3. Open the petcock at the bottom of the radiator and drain the coolant into a bucket.
4. Close the petcock and fill the radiator with water.
5. Start the engine and turn the heater control to hot. Add cooling system cleaner and idle the engine for 30 min (or as per the instructions on container).
Warning: cooling system must be below 100°F before draining.
6. Stop the engine and allow it to cool for 5 min. Drain the system.
7. Close the petcock, fill the radiator with water, and let the engine idle for 5 min.
8. Open petcock and drain the water.
9. Repeat steps 6–8.
10. Close the petcock.
11. Fill cooling system with 50 : 50 mixture of water/nontoxic antifreeze/coolant.

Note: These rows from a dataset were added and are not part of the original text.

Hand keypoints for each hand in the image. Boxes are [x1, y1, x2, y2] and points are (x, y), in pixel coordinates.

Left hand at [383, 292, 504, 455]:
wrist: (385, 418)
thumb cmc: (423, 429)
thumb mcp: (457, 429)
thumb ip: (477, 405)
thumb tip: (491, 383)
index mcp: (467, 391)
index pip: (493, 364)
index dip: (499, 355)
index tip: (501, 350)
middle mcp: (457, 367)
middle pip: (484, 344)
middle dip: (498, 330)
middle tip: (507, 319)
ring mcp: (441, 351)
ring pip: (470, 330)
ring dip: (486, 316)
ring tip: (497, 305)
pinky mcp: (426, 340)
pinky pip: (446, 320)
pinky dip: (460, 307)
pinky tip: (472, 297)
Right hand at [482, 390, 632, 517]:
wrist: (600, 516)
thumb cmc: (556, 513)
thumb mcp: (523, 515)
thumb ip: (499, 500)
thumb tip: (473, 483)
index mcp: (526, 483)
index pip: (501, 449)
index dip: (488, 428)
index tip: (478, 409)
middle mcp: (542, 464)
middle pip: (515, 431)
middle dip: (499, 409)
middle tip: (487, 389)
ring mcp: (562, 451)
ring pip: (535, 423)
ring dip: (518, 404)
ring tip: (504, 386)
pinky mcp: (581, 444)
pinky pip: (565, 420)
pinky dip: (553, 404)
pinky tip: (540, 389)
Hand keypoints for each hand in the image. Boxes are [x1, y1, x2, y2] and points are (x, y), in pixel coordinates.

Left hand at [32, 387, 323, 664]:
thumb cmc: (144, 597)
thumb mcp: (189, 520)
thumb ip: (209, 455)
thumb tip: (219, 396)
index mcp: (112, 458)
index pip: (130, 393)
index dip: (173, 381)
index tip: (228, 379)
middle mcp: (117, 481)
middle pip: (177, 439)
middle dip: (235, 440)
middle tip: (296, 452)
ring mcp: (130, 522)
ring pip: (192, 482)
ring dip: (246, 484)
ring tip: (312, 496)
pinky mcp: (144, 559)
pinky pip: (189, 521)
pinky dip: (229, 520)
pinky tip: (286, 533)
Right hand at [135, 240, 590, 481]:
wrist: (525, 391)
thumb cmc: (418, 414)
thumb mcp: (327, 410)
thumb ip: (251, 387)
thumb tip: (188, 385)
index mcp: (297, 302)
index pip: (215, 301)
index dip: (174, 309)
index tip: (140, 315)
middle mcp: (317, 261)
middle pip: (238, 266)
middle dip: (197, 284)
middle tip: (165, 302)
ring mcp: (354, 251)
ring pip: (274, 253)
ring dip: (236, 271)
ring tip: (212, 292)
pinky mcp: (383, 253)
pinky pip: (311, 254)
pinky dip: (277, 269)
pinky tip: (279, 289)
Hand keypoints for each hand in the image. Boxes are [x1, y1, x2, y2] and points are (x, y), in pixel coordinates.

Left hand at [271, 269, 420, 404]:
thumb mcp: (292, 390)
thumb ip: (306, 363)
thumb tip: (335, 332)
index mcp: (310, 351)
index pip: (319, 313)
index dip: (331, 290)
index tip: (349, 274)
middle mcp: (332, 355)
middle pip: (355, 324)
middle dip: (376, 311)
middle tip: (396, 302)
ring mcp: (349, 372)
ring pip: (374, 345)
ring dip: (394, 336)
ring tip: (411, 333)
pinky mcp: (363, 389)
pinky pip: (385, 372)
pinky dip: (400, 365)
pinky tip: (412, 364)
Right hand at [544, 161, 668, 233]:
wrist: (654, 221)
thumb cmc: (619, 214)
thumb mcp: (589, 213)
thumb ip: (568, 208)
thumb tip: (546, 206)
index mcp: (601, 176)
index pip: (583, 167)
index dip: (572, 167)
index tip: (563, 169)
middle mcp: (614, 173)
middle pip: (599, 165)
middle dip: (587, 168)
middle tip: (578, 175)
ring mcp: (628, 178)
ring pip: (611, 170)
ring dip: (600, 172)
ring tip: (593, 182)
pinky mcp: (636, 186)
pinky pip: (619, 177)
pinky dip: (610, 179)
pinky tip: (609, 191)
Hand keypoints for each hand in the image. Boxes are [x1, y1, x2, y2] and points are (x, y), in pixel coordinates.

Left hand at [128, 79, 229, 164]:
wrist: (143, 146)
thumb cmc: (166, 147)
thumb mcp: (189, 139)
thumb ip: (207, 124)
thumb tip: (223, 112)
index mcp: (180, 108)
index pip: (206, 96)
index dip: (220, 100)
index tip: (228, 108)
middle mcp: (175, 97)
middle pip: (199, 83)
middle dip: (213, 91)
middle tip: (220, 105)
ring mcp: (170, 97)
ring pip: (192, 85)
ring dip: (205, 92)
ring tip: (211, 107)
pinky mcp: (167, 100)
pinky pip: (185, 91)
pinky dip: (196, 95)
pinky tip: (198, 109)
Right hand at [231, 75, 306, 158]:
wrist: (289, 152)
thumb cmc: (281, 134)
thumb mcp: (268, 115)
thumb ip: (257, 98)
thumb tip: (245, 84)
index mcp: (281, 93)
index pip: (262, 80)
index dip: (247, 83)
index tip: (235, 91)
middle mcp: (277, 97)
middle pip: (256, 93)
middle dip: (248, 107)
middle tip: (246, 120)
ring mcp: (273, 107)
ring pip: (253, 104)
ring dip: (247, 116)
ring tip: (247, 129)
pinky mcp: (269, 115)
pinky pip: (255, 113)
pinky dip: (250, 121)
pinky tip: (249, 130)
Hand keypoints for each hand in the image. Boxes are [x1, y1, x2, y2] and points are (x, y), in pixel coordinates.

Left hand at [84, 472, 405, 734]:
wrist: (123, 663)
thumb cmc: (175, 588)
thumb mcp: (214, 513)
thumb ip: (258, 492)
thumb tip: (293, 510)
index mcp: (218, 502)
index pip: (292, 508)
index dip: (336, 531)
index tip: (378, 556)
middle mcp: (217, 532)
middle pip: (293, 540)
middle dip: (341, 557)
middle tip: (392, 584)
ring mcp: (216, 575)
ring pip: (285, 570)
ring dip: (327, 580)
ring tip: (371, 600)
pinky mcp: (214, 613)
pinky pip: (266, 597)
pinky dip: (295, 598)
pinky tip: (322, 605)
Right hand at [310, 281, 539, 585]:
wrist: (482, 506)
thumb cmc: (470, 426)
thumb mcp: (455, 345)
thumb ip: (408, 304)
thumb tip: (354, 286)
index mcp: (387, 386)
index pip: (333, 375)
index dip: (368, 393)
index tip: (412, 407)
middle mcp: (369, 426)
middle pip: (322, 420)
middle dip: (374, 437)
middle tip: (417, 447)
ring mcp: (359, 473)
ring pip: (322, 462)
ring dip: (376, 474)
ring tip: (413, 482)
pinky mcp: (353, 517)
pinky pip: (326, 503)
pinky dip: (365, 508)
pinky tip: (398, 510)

The first step will be to determine the credible top events. In this case, it will be as follows:

Mechanic is burned.
Cooling flushing failed.

In fact, the “mechanic is burned” top event can be grouped under the “cooling flushing failed” top event because if the mechanic was burned then the task would fail in a sense.

From the procedure, we can identify several basic events. These are shown in Table 14.5, along with their credibility.

Table 14.5 Basic Events

Failure Description Credible failure
Engine not below 100°F before beginning flushing procedure In this failure, the mechanic begins the coolant draining process without ensuring the engine is cool enough This is a credible error. It happens all the time to professional as well as amateur mechanics. Since the system is under pressure a severe burn can occur
Failure to remove radiator cap As it says, the mechanic fails to remove the radiator cap This is not a credible error, unless we are modeling the fact that the mechanic does not do the task at all
Failure to drain radiator The mechanic fails to drain the radiator This is not a credible error, unless, again, we are modeling the fact that the mechanic does not do the task at all
Failure to close petcock valve This failure involves the mechanic not closing or incorrectly closing the petcock valve. This error can occur at least four times in the procedure This is a credible error and can lead to an environmental spill
Failure to add flushing agent The mechanic fails to add the flushing agent This is a credible error because the mechanic can get busy and forget where they are in the process
Failure to remove flushing agent The mechanic fails to remove the flushing agent This is a credible error because, once again, the mechanic can get busy and forget where they are in the process. OR a shift change occurs or job change over and the second mechanic does not know where in process they are. This happens in the airline industry every day
Failure to rinse engine The mechanic fails to rinse the remaining flushing agent from the engine This might not be a catastrophic error, once the engine is drained of the flushing agent. It depends on how corrosive the flushing agent is
Failure to fill engine with 50/50 nontoxic antifreeze mix The mechanic fails to fill the cooling system with the proper mixture, the right amount of coolant, or coolant at all This again is a credible error

Once the credibility of the failures is assessed, the next step is to construct the fault tree. Do not include errors that were deemed to be noncredible. The top event will be the cooling flush failed. All the basic events will be entry points into the tree. The tree is shown in Figure 14.3.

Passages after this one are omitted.